Exercise:
All of the data that follows should be retyped exactly, please, except the pictures.

Data to process:
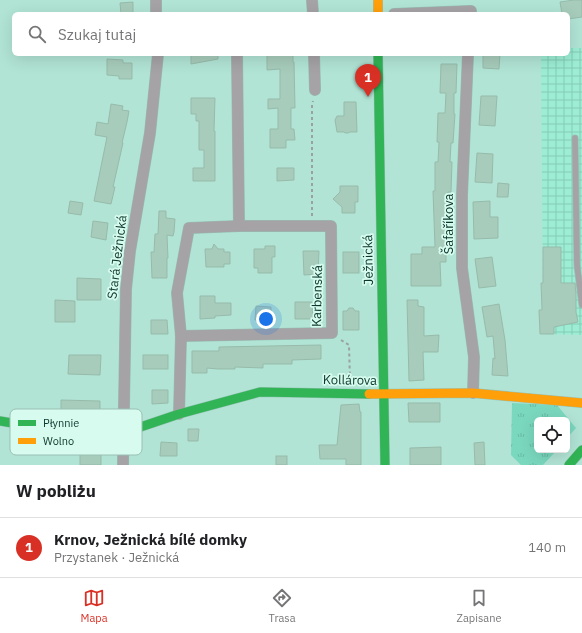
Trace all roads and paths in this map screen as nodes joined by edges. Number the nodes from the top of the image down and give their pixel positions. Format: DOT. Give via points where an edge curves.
graph roads {
  1 [pos="156,0"];
  2 [pos="312,0"];
  3 [pos="378,0"];
  4 [pos="156,12"];
  5 [pos="313,12"];
  6 [pos="378,12"];
  7 [pos="158,56"];
  8 [pos="237,56"];
  9 [pos="314,56"];
  10 [pos="378,56"];
  11 [pos="468,56"];
  12 [pos="315,90"];
  13 [pos="575,138"];
  14 [pos="239,226"];
  15 [pos="312,226"];
  16 [pos="582,305"];
  17 [pos="332,333"];
  18 [pos="181,336"];
  19 [pos="350,393"];
  20 [pos="473,393"];
  21 [pos="383,394"];
  22 [pos="582,403"];
  23 [pos="124,409"];
  24 [pos="179,414"];
  25 [pos="0,421"];
  26 [pos="10,423"];
  27 [pos="142,427"];
  28 [pos="582,450"];
  29 [pos="384,465"];
  30 [pos="568,465"];
  1 -- 4 [label="street"];
  2 -- 5 [label="street"];
  3 -- 6 [label="street"];
  7 -- 23 [label="street, Stará Ježnická" via="150,133 128,266"];
  8 -- 14 [label="street"];
  9 -- 12 [label="street"];
  10 -- 21 [label="street, Ježnická"];
  11 -- 20 [label="street, Šafaříkova" via="462,195 462,268 474,357"];
  12 -- 15 [label="path" via="312,105"];
  13 -- 16 [label="lane" via="577,265"];
  14 -- 15 [label="street, Karbenská"];
  14 -- 18 [label="street, Karbenská" via="189,228 177,293"];
  15 -- 17 [label="street, Karbenská" via="331,226"];
  17 -- 18 [label="street, Karbenská"];
  17 -- 19 [label="path" via="349,346"];
  18 -- 24 [label="street, Karbenská"];
  19 -- 21 [label="street, Kollárova"];
  19 -- 24 [label="street, Kollárova" via="260,392"];
  20 -- 21 [label="street, Kollárova"];
  20 -- 22 [label="street, Kollárova"];
  21 -- 29 [label="street, Ježnická"];
  24 -- 27 [label="street, Kollárova"];
  25 -- 26 [label="street, Kollárova"];
  28 -- 30 [label="street"];
}
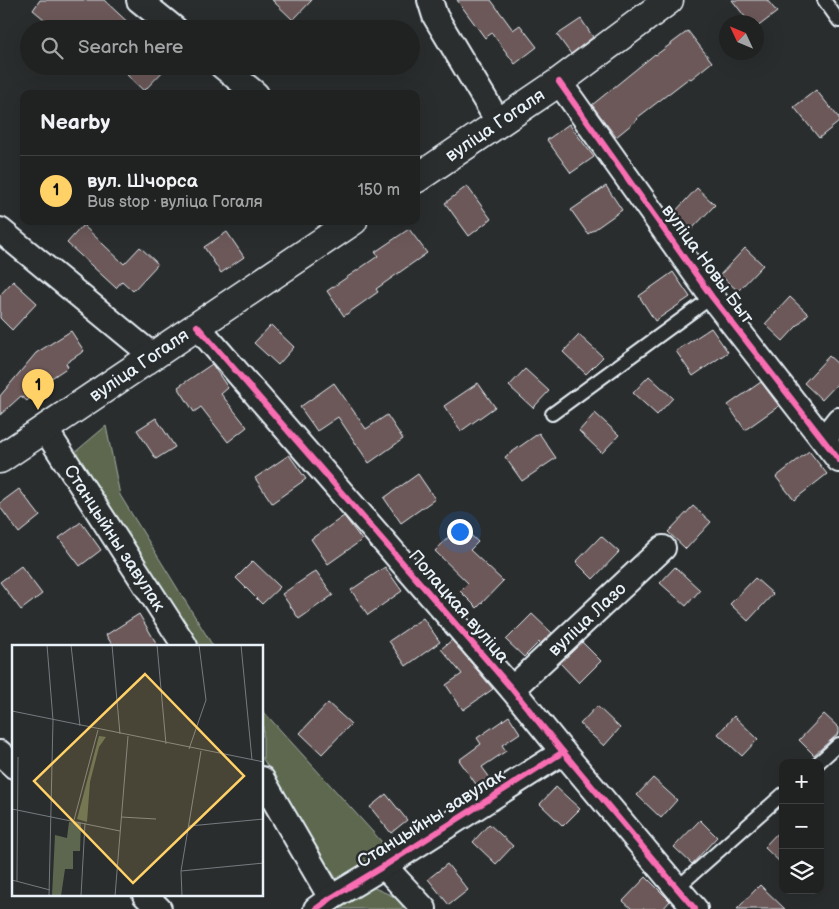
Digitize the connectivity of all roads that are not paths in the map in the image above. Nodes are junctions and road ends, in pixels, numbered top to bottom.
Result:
1 (139, 0) edge
2 (430, 0) edge
3 (669, 0) edge
4 (824, 0) edge
5 (164, 20) edge
6 (839, 21) edge
7 (233, 75) edge
8 (559, 82) junction
9 (251, 90) edge
10 (499, 123) junction
11 (420, 176) edge
12 (347, 225) edge
13 (0, 230) edge
14 (712, 297) junction
15 (197, 326) junction
16 (153, 356) junction
17 (552, 414) dead end
18 (839, 420) edge
19 (45, 429) junction
20 (824, 439) junction
21 (0, 459) edge
22 (839, 460) edge
23 (663, 548) dead end
24 (185, 645) edge
25 (512, 689) junction
26 (839, 744) edge
27 (563, 752) junction
28 (0, 753) edge
29 (822, 759) edge
30 (12, 764) edge
31 (264, 783) edge
32 (779, 798) edge
33 (384, 866) junction
34 (677, 888) junction
35 (146, 896) edge
36 (324, 904) edge
37 (159, 909) edge
38 (424, 909) edge
39 (696, 909) edge

1 - 5 street
2 - 10 street
3 - 8 main road, вуліца Гогаля
4 - 6 lane
7 - 9 street
8 - 10 main road, вуліца Гогаля
8 - 14 street, вуліца Новы Быт
10 - 11 main road, вуліца Гогаля
12 - 15 main road, вуліца Гогаля
13 - 16 street
14 - 17 lane
14 - 20 street, вуліца Новы Быт
15 - 16 main road, вуліца Гогаля
15 - 25 street, Полацкая вуліца
16 - 19 main road, вуліца Гогаля
18 - 20 street
19 - 21 main road, вуліца Гогаля
19 - 24 street, Станцыйны завулак
20 - 22 street, вуліца Новы Быт
23 - 25 street, вуліца Лазо
25 - 27 street, Полацкая вуліца
26 - 29 lane
27 - 33 street, Станцыйны завулак
27 - 34 street, Полацкая вуліца
28 - 30 street
31 - 36 street, Станцыйны завулак
32 - 34 lane
33 - 36 street, Станцыйны завулак
33 - 38 street
34 - 39 street, Полацкая вуліца
35 - 37 street

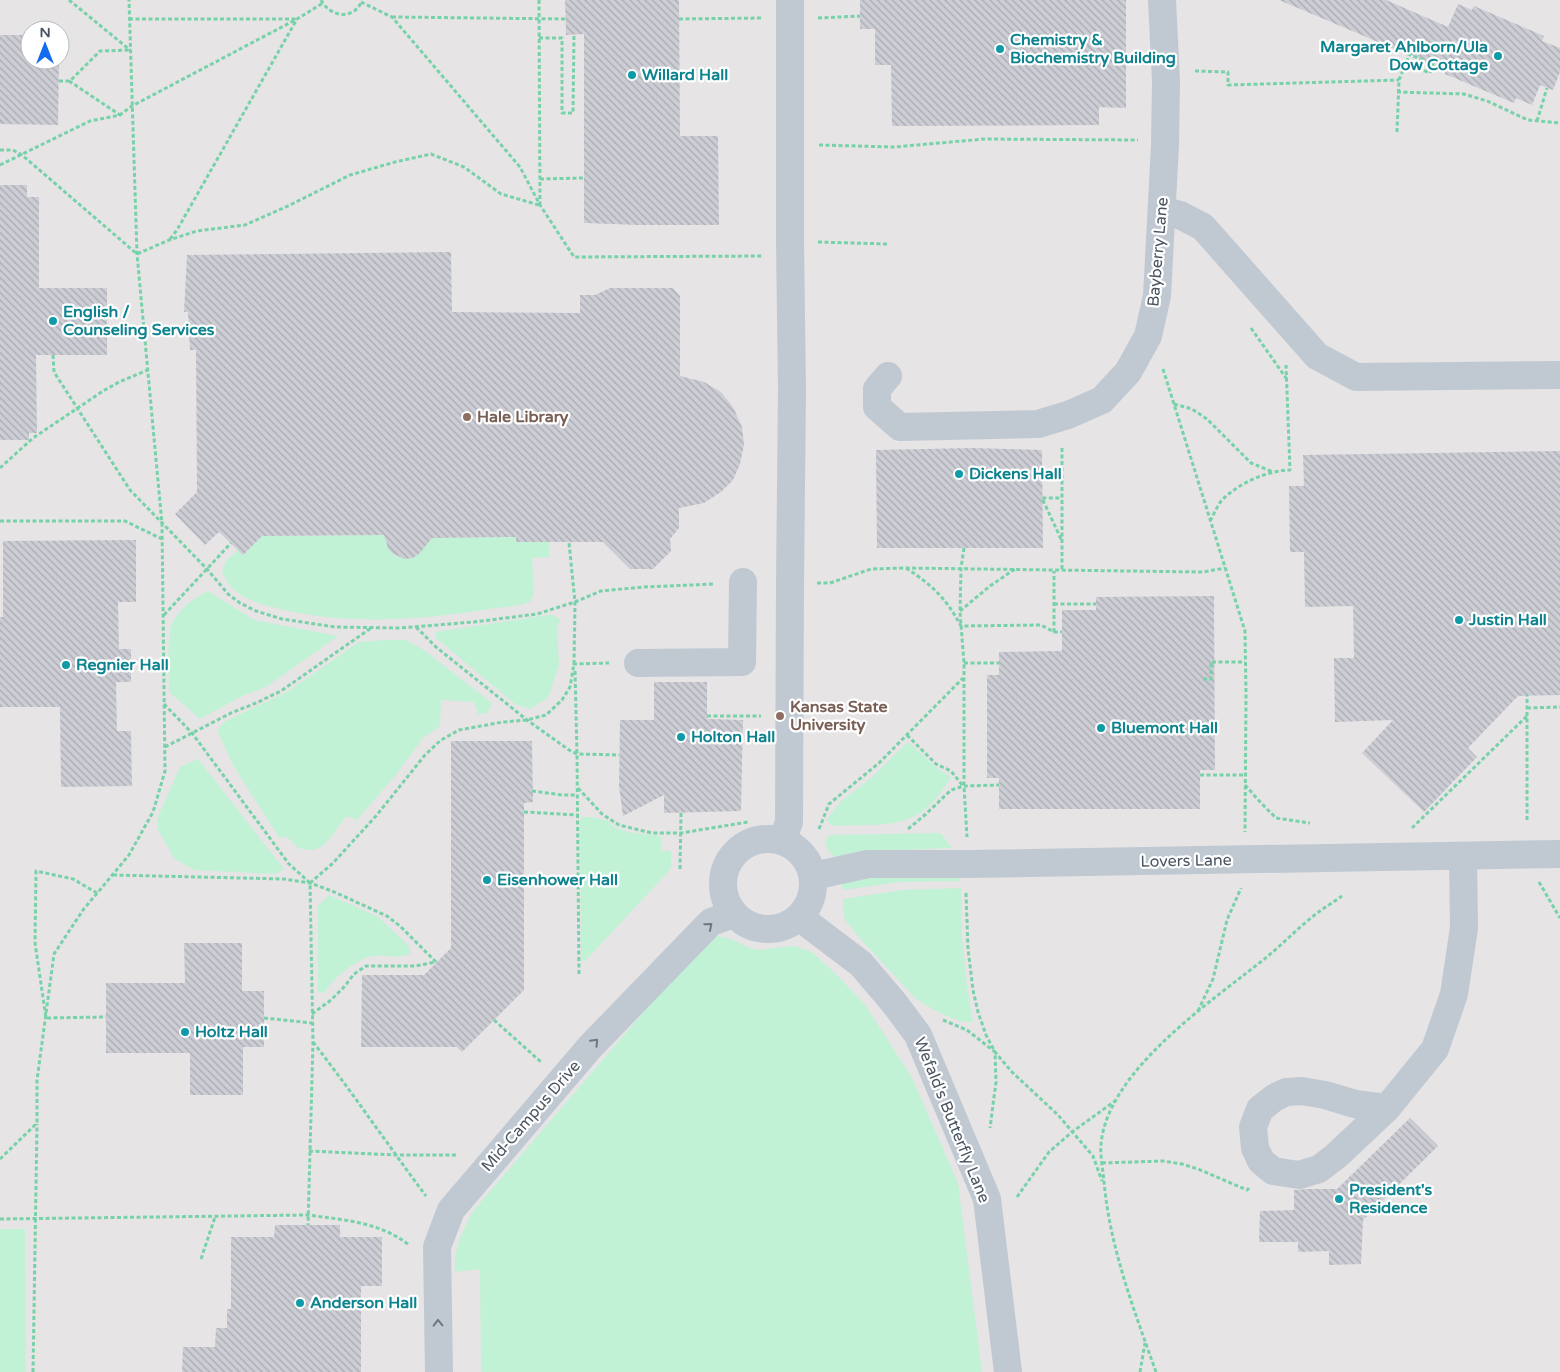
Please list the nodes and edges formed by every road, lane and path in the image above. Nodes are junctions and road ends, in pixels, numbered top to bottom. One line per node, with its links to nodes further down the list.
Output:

Response to the exercise:
Trace all roads and paths in this map screen as nodes joined by edges. Number the nodes from the top of the image down and give their pixel positions. Format: DOT. Give via points where an edge curves.
graph roads {
  1 [pos="156,0"];
  2 [pos="312,0"];
  3 [pos="378,0"];
  4 [pos="156,12"];
  5 [pos="313,12"];
  6 [pos="378,12"];
  7 [pos="158,56"];
  8 [pos="237,56"];
  9 [pos="314,56"];
  10 [pos="378,56"];
  11 [pos="468,56"];
  12 [pos="315,90"];
  13 [pos="575,138"];
  14 [pos="239,226"];
  15 [pos="312,226"];
  16 [pos="582,305"];
  17 [pos="332,333"];
  18 [pos="181,336"];
  19 [pos="350,393"];
  20 [pos="473,393"];
  21 [pos="383,394"];
  22 [pos="582,403"];
  23 [pos="124,409"];
  24 [pos="179,414"];
  25 [pos="0,421"];
  26 [pos="10,423"];
  27 [pos="142,427"];
  28 [pos="582,450"];
  29 [pos="384,465"];
  30 [pos="568,465"];
  1 -- 4 [label="street"];
  2 -- 5 [label="street"];
  3 -- 6 [label="street"];
  7 -- 23 [label="street, Stará Ježnická" via="150,133 128,266"];
  8 -- 14 [label="street"];
  9 -- 12 [label="street"];
  10 -- 21 [label="street, Ježnická"];
  11 -- 20 [label="street, Šafaříkova" via="462,195 462,268 474,357"];
  12 -- 15 [label="path" via="312,105"];
  13 -- 16 [label="lane" via="577,265"];
  14 -- 15 [label="street, Karbenská"];
  14 -- 18 [label="street, Karbenská" via="189,228 177,293"];
  15 -- 17 [label="street, Karbenská" via="331,226"];
  17 -- 18 [label="street, Karbenská"];
  17 -- 19 [label="path" via="349,346"];
  18 -- 24 [label="street, Karbenská"];
  19 -- 21 [label="street, Kollárova"];
  19 -- 24 [label="street, Kollárova" via="260,392"];
  20 -- 21 [label="street, Kollárova"];
  20 -- 22 [label="street, Kollárova"];
  21 -- 29 [label="street, Ježnická"];
  24 -- 27 [label="street, Kollárova"];
  25 -- 26 [label="street, Kollárova"];
  28 -- 30 [label="street"];
}
Digitize the connectivity of all roads that are not paths in the map in the image above. Nodes are junctions and road ends, in pixels, numbered top to bottom.
Result:
1 (139, 0) edge
2 (430, 0) edge
3 (669, 0) edge
4 (824, 0) edge
5 (164, 20) edge
6 (839, 21) edge
7 (233, 75) edge
8 (559, 82) junction
9 (251, 90) edge
10 (499, 123) junction
11 (420, 176) edge
12 (347, 225) edge
13 (0, 230) edge
14 (712, 297) junction
15 (197, 326) junction
16 (153, 356) junction
17 (552, 414) dead end
18 (839, 420) edge
19 (45, 429) junction
20 (824, 439) junction
21 (0, 459) edge
22 (839, 460) edge
23 (663, 548) dead end
24 (185, 645) edge
25 (512, 689) junction
26 (839, 744) edge
27 (563, 752) junction
28 (0, 753) edge
29 (822, 759) edge
30 (12, 764) edge
31 (264, 783) edge
32 (779, 798) edge
33 (384, 866) junction
34 (677, 888) junction
35 (146, 896) edge
36 (324, 904) edge
37 (159, 909) edge
38 (424, 909) edge
39 (696, 909) edge

1 - 5 street
2 - 10 street
3 - 8 main road, вуліца Гогаля
4 - 6 lane
7 - 9 street
8 - 10 main road, вуліца Гогаля
8 - 14 street, вуліца Новы Быт
10 - 11 main road, вуліца Гогаля
12 - 15 main road, вуліца Гогаля
13 - 16 street
14 - 17 lane
14 - 20 street, вуліца Новы Быт
15 - 16 main road, вуліца Гогаля
15 - 25 street, Полацкая вуліца
16 - 19 main road, вуліца Гогаля
18 - 20 street
19 - 21 main road, вуліца Гогаля
19 - 24 street, Станцыйны завулак
20 - 22 street, вуліца Новы Быт
23 - 25 street, вуліца Лазо
25 - 27 street, Полацкая вуліца
26 - 29 lane
27 - 33 street, Станцыйны завулак
27 - 34 street, Полацкая вуліца
28 - 30 street
31 - 36 street, Станцыйны завулак
32 - 34 lane
33 - 36 street, Станцыйны завулак
33 - 38 street
34 - 39 street, Полацкая вуліца
35 - 37 street

Please list the nodes and edges formed by every road, lane and path in the image above. Nodes are junctions and road ends, in pixels, numbered top to bottom. One line per node, with its links to nodes further down the list.
Output:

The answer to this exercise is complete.